Settings

The User Authentication Settings for the external portal allow you to activate or deactivate user authentication for external users.

The external portal uses the reverse proxy system to provide web access, and the settings are analogous to the settings for a reverse-proxy front end, with the following differences:

SSL is always activated
No "Outlook Anywhere", proxy paths or blocked paths
A separate reverse-proxy back end is created for the external portal in the back end, but it is not included in the list of back ends.
Also, the settings for the external portal do not appear in the list of front ends, but they are treated like a front end when validating settings.
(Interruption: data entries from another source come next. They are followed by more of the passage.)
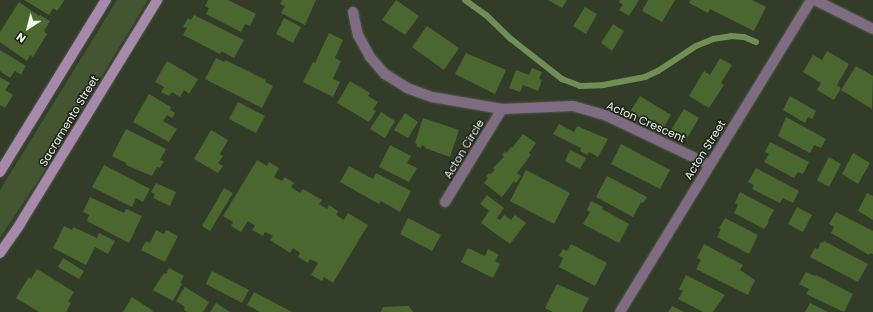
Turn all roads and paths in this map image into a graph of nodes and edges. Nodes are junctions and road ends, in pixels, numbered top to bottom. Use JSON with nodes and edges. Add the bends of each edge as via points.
{"nodes":[{"id":1,"x":106,"y":0,"type":"edge"},
{"id":2,"x":157,"y":0,"type":"edge"},
{"id":3,"x":811,"y":0,"type":"edge"},
{"id":4,"x":815,"y":0,"type":"edge"},
{"id":5,"x":353,"y":12,"type":"dead end"},
{"id":6,"x":873,"y":30,"type":"edge"},
{"id":7,"x":502,"y":109,"type":"junction"},
{"id":8,"x":710,"y":165,"type":"junction"},
{"id":9,"x":0,"y":172,"type":"edge"},
{"id":10,"x":446,"y":202,"type":"dead end"},
{"id":11,"x":0,"y":253,"type":"edge"},
{"id":12,"x":620,"y":312,"type":"edge"}],
"edges":[{"from":1,"to":9,"type":"street"},
{"from":2,"to":11,"type":"street","name":"Sacramento Street","via":[[25,217]]},
{"from":3,"to":8,"type":"street","name":"Acton Street"},
{"from":4,"to":6,"type":"street"},
{"from":5,"to":7,"type":"street","name":"Acton Crescent","via":[[358,35],[370,57],[385,74],[402,85],[432,97]]},
{"from":7,"to":8,"type":"street","name":"Acton Crescent","via":[[573,106],[607,116]]},
{"from":7,"to":10,"type":"street","name":"Acton Circle"},
{"from":8,"to":12,"type":"street","name":"Acton Street"}]}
Navigate to User Authentication > External Portal > Settings to open an editing window where you can create the general settings for the user authentication.
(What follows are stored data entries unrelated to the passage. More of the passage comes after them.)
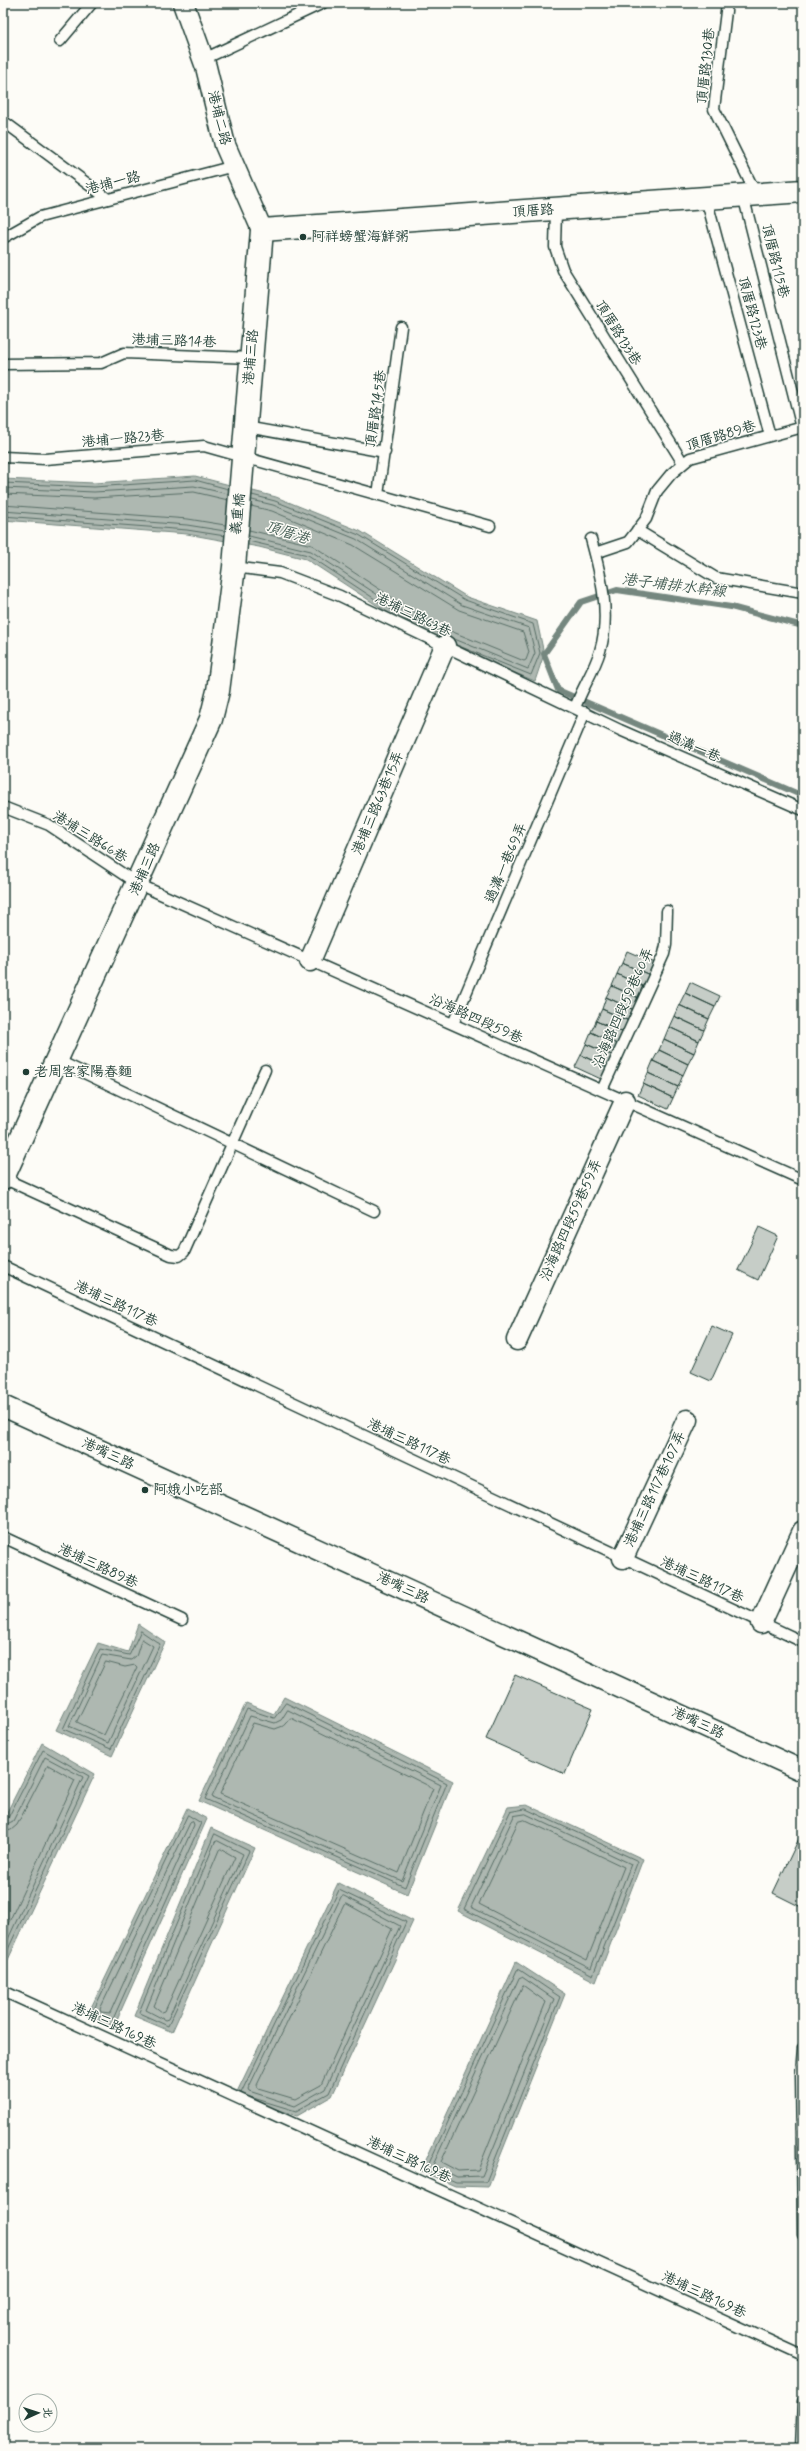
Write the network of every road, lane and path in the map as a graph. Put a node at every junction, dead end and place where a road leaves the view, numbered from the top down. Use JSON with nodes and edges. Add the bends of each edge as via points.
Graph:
{"nodes":[{"id":1,"x":92,"y":3,"type":"edge"},
{"id":2,"x":183,"y":3,"type":"edge"},
{"id":3,"x":323,"y":3,"type":"edge"},
{"id":4,"x":727,"y":3,"type":"edge"},
{"id":5,"x":60,"y":41,"type":"dead end"},
{"id":6,"x":204,"y":59,"type":"junction"},
{"id":7,"x":3,"y":121,"type":"edge"},
{"id":8,"x":234,"y":166,"type":"junction"},
{"id":9,"x":803,"y":191,"type":"edge"},
{"id":10,"x":750,"y":194,"type":"junction"},
{"id":11,"x":706,"y":198,"type":"junction"},
{"id":12,"x":108,"y":199,"type":"junction"},
{"id":13,"x":556,"y":210,"type":"junction"},
{"id":14,"x":262,"y":230,"type":"junction"},
{"id":15,"x":3,"y":238,"type":"edge"},
{"id":16,"x":401,"y":327,"type":"dead end"},
{"id":17,"x":251,"y":358,"type":"junction"},
{"id":18,"x":3,"y":364,"type":"edge"},
{"id":19,"x":246,"y":427,"type":"junction"},
{"id":20,"x":803,"y":428,"type":"edge"},
{"id":21,"x":770,"y":436,"type":"junction"},
{"id":22,"x":385,"y":452,"type":"junction"},
{"id":23,"x":3,"y":457,"type":"edge"},
{"id":24,"x":243,"y":457,"type":"junction"},
{"id":25,"x":683,"y":463,"type":"junction"},
{"id":26,"x":242,"y":484,"type":"joint"},
{"id":27,"x":378,"y":495,"type":"junction"},
{"id":28,"x":490,"y":526,"type":"dead end"},
{"id":29,"x":637,"y":530,"type":"junction"},
{"id":30,"x":592,"y":539,"type":"dead end"},
{"id":31,"x":235,"y":544,"type":"joint"},
{"id":32,"x":595,"y":553,"type":"junction"},
{"id":33,"x":234,"y":567,"type":"junction"},
{"id":34,"x":803,"y":593,"type":"edge"},
{"id":35,"x":445,"y":646,"type":"junction"},
{"id":36,"x":576,"y":704,"type":"junction"},
{"id":37,"x":585,"y":712,"type":"junction"},
{"id":38,"x":3,"y":807,"type":"edge"},
{"id":39,"x":803,"y":810,"type":"edge"},
{"id":40,"x":138,"y":884,"type":"junction"},
{"id":41,"x":667,"y":911,"type":"dead end"},
{"id":42,"x":310,"y":961,"type":"junction"},
{"id":43,"x":453,"y":1024,"type":"junction"},
{"id":44,"x":57,"y":1060,"type":"junction"},
{"id":45,"x":265,"y":1070,"type":"dead end"},
{"id":46,"x":602,"y":1090,"type":"junction"},
{"id":47,"x":625,"y":1100,"type":"junction"},
{"id":48,"x":232,"y":1144,"type":"junction"},
{"id":49,"x":3,"y":1178,"type":"edge"},
{"id":50,"x":803,"y":1180,"type":"edge"},
{"id":51,"x":374,"y":1211,"type":"dead end"},
{"id":52,"x":3,"y":1266,"type":"edge"},
{"id":53,"x":517,"y":1340,"type":"dead end"},
{"id":54,"x":3,"y":1406,"type":"edge"},
{"id":55,"x":687,"y":1420,"type":"dead end"},
{"id":56,"x":803,"y":1531,"type":"edge"},
{"id":57,"x":3,"y":1538,"type":"edge"},
{"id":58,"x":623,"y":1558,"type":"junction"},
{"id":59,"x":182,"y":1620,"type":"dead end"},
{"id":60,"x":761,"y":1623,"type":"junction"},
{"id":61,"x":803,"y":1642,"type":"edge"},
{"id":62,"x":803,"y":1771,"type":"edge"},
{"id":63,"x":3,"y":1991,"type":"edge"},
{"id":64,"x":803,"y":2048,"type":"edge"},
{"id":65,"x":803,"y":2235,"type":"edge"},
{"id":66,"x":803,"y":2356,"type":"edge"},
{"id":67,"x":803,"y":2401,"type":"edge"},
{"id":68,"x":801,"y":2448,"type":"edge"}],
"edges":[{"from":1,"to":5,"type":"lane"},
{"from":2,"to":6,"type":"street","name":"港埔二路"},
{"from":3,"to":6,"type":"lane"},
{"from":4,"to":10,"type":"lane","name":"頂厝路130巷","via":[[714,109]]},
{"from":6,"to":8,"type":"street","name":"港埔二路","via":[[225,144]]},
{"from":7,"to":12,"type":"lane"},
{"from":8,"to":12,"type":"lane","name":"港埔一路"},
{"from":8,"to":14,"type":"street","name":"港埔二路"},
{"from":9,"to":10,"type":"street","name":"頂厝路"},
{"from":10,"to":11,"type":"street","name":"頂厝路"},
{"from":10,"to":20,"type":"lane","name":"頂厝路115巷"},
{"from":11,"to":13,"type":"street","name":"頂厝路"},
{"from":11,"to":21,"type":"lane","name":"頂厝路123巷"},
{"from":12,"to":15,"type":"lane","name":"港埔一路","via":[[40,216]]},
{"from":13,"to":14,"type":"street","name":"頂厝路"},
{"from":13,"to":25,"type":"lane","name":"頂厝路133巷","via":[[555,247],[562,270]]},
{"from":14,"to":17,"type":"street","name":"港埔三路"},
{"from":16,"to":22,"type":"lane","name":"頂厝路145巷"},
{"from":17,"to":18,"type":"lane","name":"港埔三路14巷","via":[[124,353],[101,363]]},
{"from":17,"to":19,"type":"street","name":"港埔三路"},
{"from":19,"to":22,"type":"lane"},
{"from":19,"to":24,"type":"street","name":"港埔三路"},
{"from":20,"to":21,"type":"lane","name":"頂厝路89巷"},
{"from":21,"to":25,"type":"lane","name":"頂厝路89巷","via":[[690,458]]},
{"from":22,"to":27,"type":"lane","name":"頂厝路145巷"},
{"from":23,"to":24,"type":"lane","name":"港埔一路23巷","via":[[45,459],[204,446]]},
{"from":24,"to":26,"type":"street","name":"港埔三路"},
{"from":24,"to":27,"type":"lane","name":"港埔一路23巷"},
{"from":25,"to":29,"type":"lane","name":"頂厝路89巷","via":[[657,491],[646,519]]},
{"from":26,"to":31,"type":"street","name":"義重橋"},
{"from":27,"to":28,"type":"lane","name":"港埔一路23巷"},
{"from":29,"to":32,"type":"lane","name":"頂厝路89巷","via":[[628,542]]},
{"from":29,"to":34,"type":"lane","via":[[716,578]]},
{"from":30,"to":32,"type":"lane"},
{"from":31,"to":33,"type":"street","name":"港埔三路"},
{"from":32,"to":36,"type":"lane","via":[[600,569],[605,632],[600,653]]},
{"from":33,"to":35,"type":"lane","name":"港埔三路63巷","via":[[280,573],[307,582]]},
{"from":33,"to":40,"type":"street","name":"港埔三路","via":[[218,691],[210,720]]},
{"from":35,"to":36,"type":"lane","name":"港埔三路63巷"},
{"from":35,"to":42,"type":"street","name":"港埔三路63巷15弄"},
{"from":36,"to":37,"type":"lane","name":"過溝一巷"},
{"from":37,"to":39,"type":"lane","name":"過溝一巷","via":[[620,730]]},
{"from":37,"to":43,"type":"lane","name":"過溝一巷69弄"},
{"from":38,"to":40,"type":"lane","name":"港埔三路66巷","via":[[49,825]]},
{"from":40,"to":42,"type":"lane","name":"沿海路四段59巷"},
{"from":40,"to":44,"type":"street","name":"港埔三路"},
{"from":41,"to":46,"type":"lane","name":"沿海路四段59巷60弄","via":[[664,954]]},
{"from":42,"to":43,"type":"lane","name":"沿海路四段59巷"},
{"from":43,"to":46,"type":"lane","name":"沿海路四段59巷"},
{"from":44,"to":48,"type":"lane"},
{"from":44,"to":49,"type":"street","name":"港埔三路"},
{"from":45,"to":48,"type":"lane"},
{"from":46,"to":47,"type":"lane","name":"沿海路四段59巷"},
{"from":47,"to":50,"type":"lane","name":"沿海路四段59巷"},
{"from":47,"to":53,"type":"street","name":"沿海路四段59巷59弄"},
{"from":48,"to":49,"type":"lane","via":[[184,1252],[179,1256],[171,1255]]},
{"from":48,"to":51,"type":"lane"},
{"from":52,"to":58,"type":"lane","name":"港埔三路117巷"},
{"from":54,"to":62,"type":"street","name":"港嘴三路"},
{"from":55,"to":58,"type":"street","name":"港埔三路117巷107弄"},
{"from":56,"to":60,"type":"street"},
{"from":57,"to":59,"type":"lane","name":"港埔三路89巷"},
{"from":58,"to":60,"type":"lane","name":"港埔三路117巷"},
{"from":60,"to":61,"type":"lane","name":"港埔三路117巷"},
{"from":63,"to":66,"type":"lane","name":"港埔三路169巷"},
{"from":64,"to":65,"type":"lane"},
{"from":67,"to":68,"type":"lane"}]}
In the External Portal editing window you can modify the following parameters:

Input field	Description
I/0	A slider button indicates whether the external portal is enabled (I) or disabled (0). You can change the status of the user authentication by clicking the slider button. User authentication is disabled by default.
Domain or IP address	Enter the name of the domain or the IP address assigned to the external portal.
Reverse Proxy Auth Cookie Domain	Cookies are used for reverse proxy authentication (see Reverse Proxy). To ensure that these cookies are sent from the browser to the server under the correct conditions, it may be necessary to set the domain attribute of the cookie accordingly. If this field is empty, the cookie domain is not explicitly set and corresponds to the domain or IP specification of the external portal. If the value has not been adjusted by the user, a sensible default value is used: No cookie domain when specifying an IP address The specified domain, if it is a second level domain (i.e. it is directly below a TLD, such as example.com) The next higher domain, if it is a subdomain. So for portal.example.com then e.g. example.com. The cookie domain is important so that successful authentication on the external portal hosted at portal.example.com, for example, is also effective for other services on other subdomains, such as webmail.example.com or intranet.example.com. For special cases, the cookie domain can be manually set to a custom value. Important: Important safety information: Setting a cookie domain causes the browser to send this cookie to the target server for requests to the specified domain. The cookie for reverse proxy authentication is sensitive information that enables the owner to access resources shared via reverse proxy. Only cookie domains that are fully trustworthy should be specified.
Connection	Select a connection. You can select a network connection, a PPP connection or a Wireguard connection.
Port	Configure the externally accessible listen port for the external portal.
Use Let's Encrypt	Use a Let's Encrypt certificate. See Let's Encrypt. Note: One limitation of using Let's Encrypt is that no IP addresses can be used in the Domain or IP address field, only domain names.
SSL certificate	Select a certificate with a private key.